Pero un buen día, algunos de estos clanes se detuvieron más de lo habitual en un sitio, y descubrieron la siembra: el génesis de la agricultura. ¡Qué felicidad! -debieron pensar- y se figuraron que eso era tan sencillo como posar las nalgas sobre una piedra mientras esperaban ver brotar frutos y bayas como si fuera el maná. ¡Infelices…! Fue entonces cuando aprendieron a temer, no el presente, sino el futuro. ¿Y si las alimañas se ceban con nuestras cosechas? ¿Y si no llueve? ¿Y si esta cosecha es mala? ¿Y si…?
Y así aprendieron a vivir del futuro, y se olvidaron del presente. Cosechemos más y guardemos para los malos tiempos -susurraban prudentes- mientras se reproducían a un ritmo frenético (alguien tendrá que trabajar el campo cuando nosotros no podamos, se decían ufanos) y los períodos de gestación se adaptaban al sedentarismo, alargándose en el tiempo, mientras el terreno cultivable crecía de forma exponencial, y no por necesidad, sino por el miedo a no poder alimentar a una población que crecía de forma desmesurada.

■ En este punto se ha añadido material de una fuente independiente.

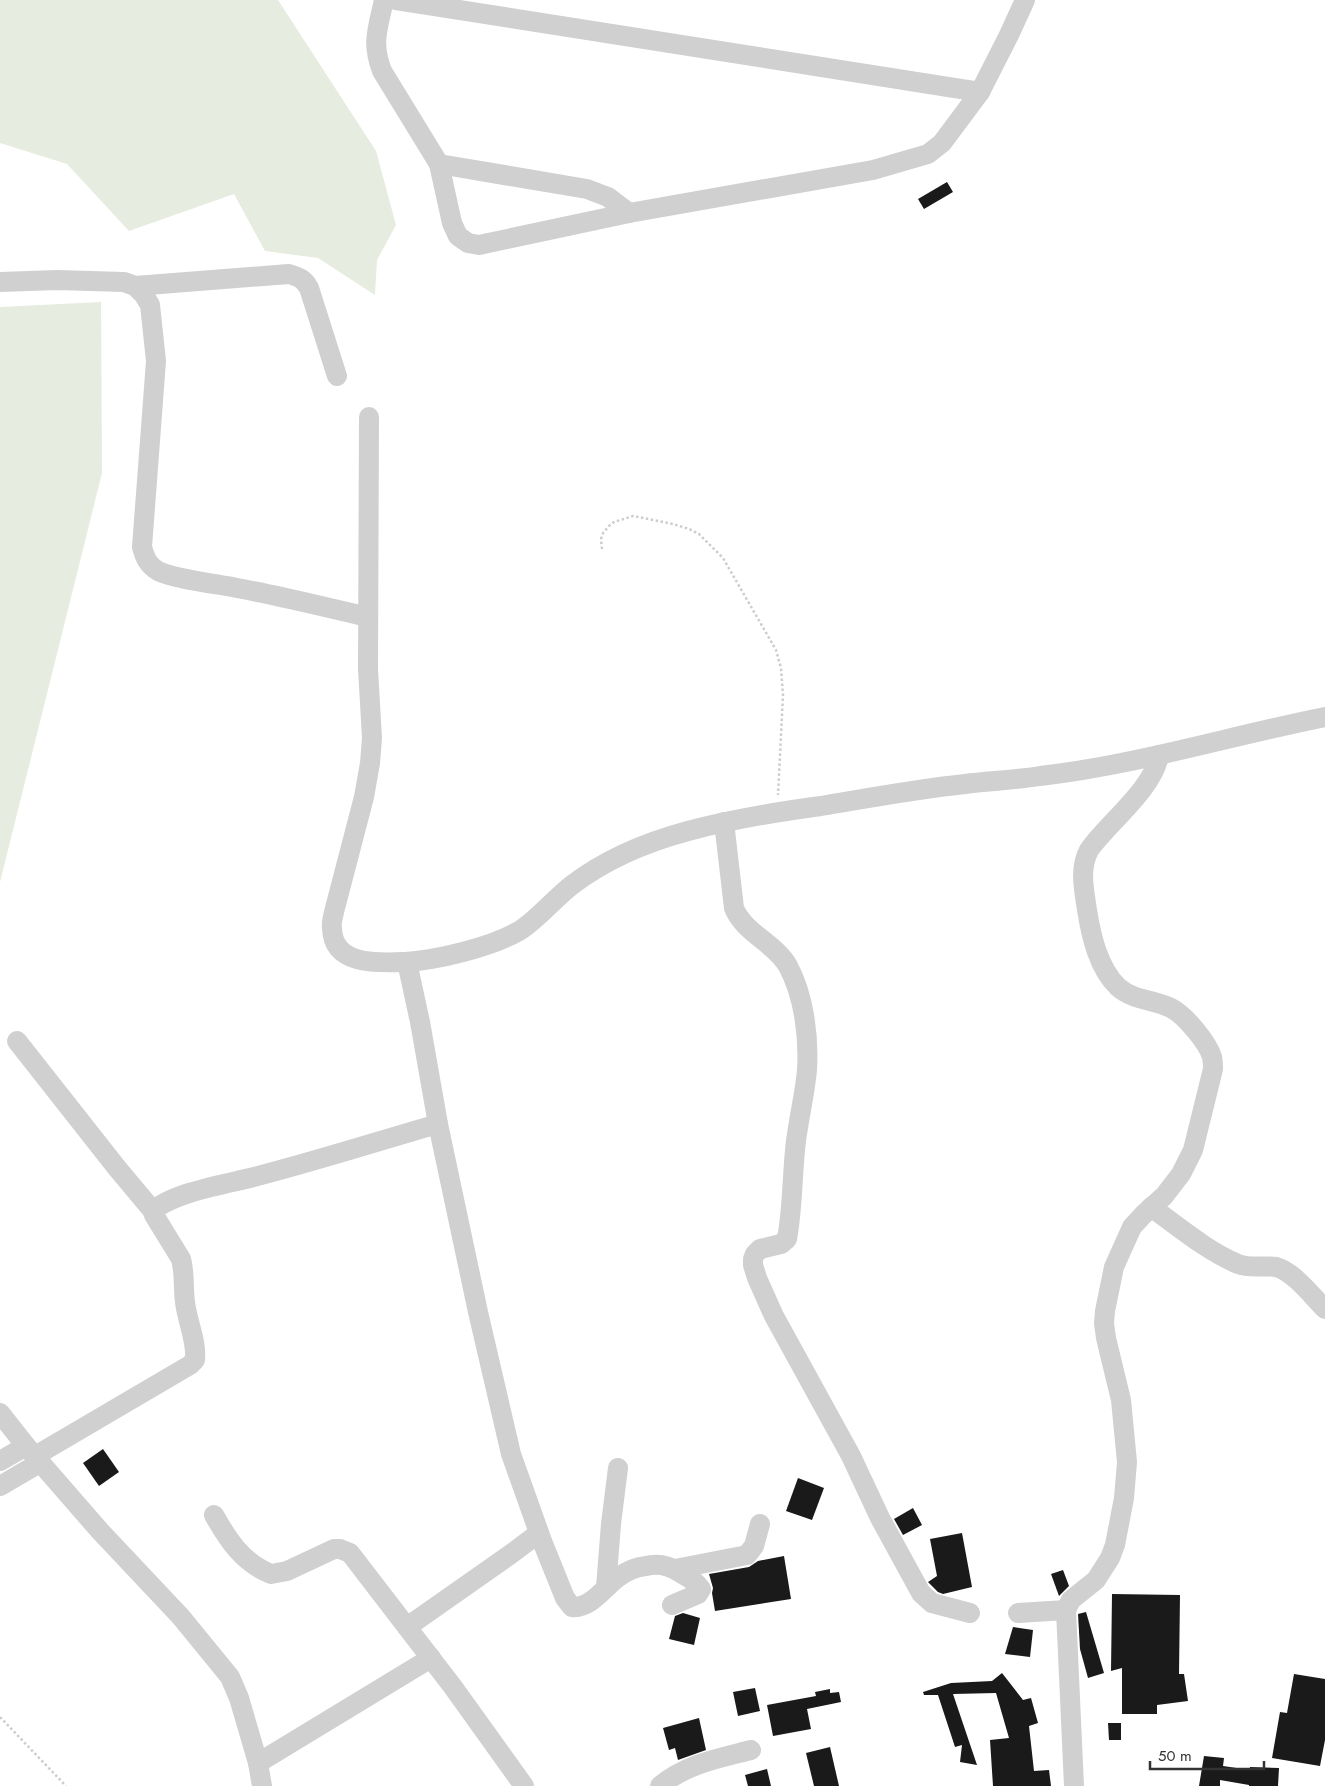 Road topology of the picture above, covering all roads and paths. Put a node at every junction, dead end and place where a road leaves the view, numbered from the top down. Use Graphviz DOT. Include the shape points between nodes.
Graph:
graph roads {
  1 [pos="384,0"];
  2 [pos="396,0"];
  3 [pos="1025,0"];
  4 [pos="980,92"];
  5 [pos="439,164"];
  6 [pos="629,213"];
  7 [pos="0,282"];
  8 [pos="135,286"];
  9 [pos="337,376"];
  10 [pos="369,417"];
  11 [pos="602,549"];
  12 [pos="368,617"];
  13 [pos="1325,717"];
  14 [pos="1160,755"];
  15 [pos="778,812"];
  16 [pos="724,822"];
  17 [pos="406,962"];
  18 [pos="17,1041"];
  19 [pos="438,1124"];
  20 [pos="1152,1207"];
  21 [pos="153,1211"];
  22 [pos="1325,1309"];
  23 [pos="0,1412"];
  24 [pos="34,1454"];
  25 [pos="0,1461"];
  26 [pos="618,1468"];
  27 [pos="0,1486"];
  28 [pos="214,1515"];
  29 [pos="760,1524"];
  30 [pos="539,1533"];
  31 [pos="675,1569"];
  32 [pos="606,1588"];
  33 [pos="672,1605"];
  34 [pos="1066,1610"];
  35 [pos="970,1613"];
  36 [pos="1018,1614"];
  37 [pos="407,1627"];
  38 [pos="431,1658"];
  39 [pos="0,1717"];
  40 [pos="751,1750"];
  41 [pos="258,1763"];
  42 [pos="66,1786"];
  43 [pos="262,1786"];
  44 [pos="524,1786"];
  45 [pos="660,1786"];
  46 [pos="1074,1786"];
  1 -- 5 [label="street" via="375,41 377,57 382,71"];
  2 -- 4 [label="street"];
  3 -- 4 [label="street"];
  4 -- 6 [label="street" via="942,144 918,158 873,170"];
  5 -- 6 [label="street" via="587,189 616,202"];
  5 -- 6 [label="street" via="452,223 458,236 468,243 480,245"];
  7 -- 8 [label="street" via="124,282"];
  8 -- 9 [label="street" via="289,274 300,277 309,288"];
  8 -- 12 [label="street" via="150,305 156,361 142,547 145,558 160,572 175,576"];
  10 -- 12 [label="street"];
  11 -- 15 [label="path" via="601,539 609,526 633,516 699,534 723,558 776,650 781,668 783,695"];
  12 -- 17 [label="street" via="370,763 332,929 340,950 351,958"];
  13 -- 14 [label="street"];
  14 -- 15 [label="street" via="1040,776 951,785"];
  14 -- 20 [label="street" via="1150,780 1089,850 1082,872 1090,929 1097,952 1112,979 1122,990 1137,998 1175,1010 1194,1030 1212,1057 1211,1077 1193,1150 1176,1181"];
  15 -- 16 [label="street"];
  16 -- 17 [label="street" via="653,841 620,856 573,884 521,930 497,941 440,957"];
  16 -- 35 [label="street" via="734,908 739,918 787,965 804,1014 807,1055 787,1239 781,1244 760,1249 755,1254 753,1265 774,1316 921,1592 932,1603"];
  17 -- 19 [label="street"];
  18 -- 21 [label="street"];
  19 -- 21 [label="street" via="209,1187"];
  19 -- 30 [label="street" via="510,1454"];
  20 -- 22 [label="street" via="1238,1264 1282,1269"];
  20 -- 34 [label="street" via="1132,1227 1118,1256 1105,1311 1106,1338 1121,1400 1127,1462 1121,1520 1115,1545 1102,1572 1071,1600"];
  21 -- 24 [label="street" via="181,1259 184,1301 195,1360"];
  23 -- 24 [label="street"];
  24 -- 25 [label="street"];
  24 -- 27 [label="street"];
  24 -- 41 [label="street" via="100,1531 181,1617 230,1678"];
  26 -- 32 [label="street"];
  28 -- 37 [label="street" via="238,1551 271,1574 287,1571 334,1550 345,1550"];
  29 -- 31 [label="street" via="754,1546 747,1555"];
  30 -- 32 [label="street" via="565,1598 572,1607 582,1606"];
  30 -- 37 [label="street"];
  31 -- 32 [label="street" via="653,1564 640,1567 618,1577"];
  31 -- 33 [label="street" via="701,1589 698,1594"];
  34 -- 36 [label="street"];
  34 -- 46 [label="street"];
  37 -- 38 [label="street"];
  38 -- 41 [label="street"];
  38 -- 44 [label="street"];
  39 -- 42 [label="path"];
  40 -- 45 [label="street" via="685,1770"];
  41 -- 43 [label="street"];
}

En estas primeras sociedades agrícolas, ese homínido con capacidad de raciocinio se levantaba al alba y bregaba sin descanso hasta el ocaso, y le costaba conciliar el sueño muchas veces, porque le podía la congoja cuando pensaba qué desgracia podía acontecerle mañana. Curiosamente, otras tribus no cayeron es este burdo engaño, y vagaron durante casi un milenio más por el mundo disfrutando del libre albedrío, recolectando y cazando como lo habían venido haciendo cientos de generaciones anteriores.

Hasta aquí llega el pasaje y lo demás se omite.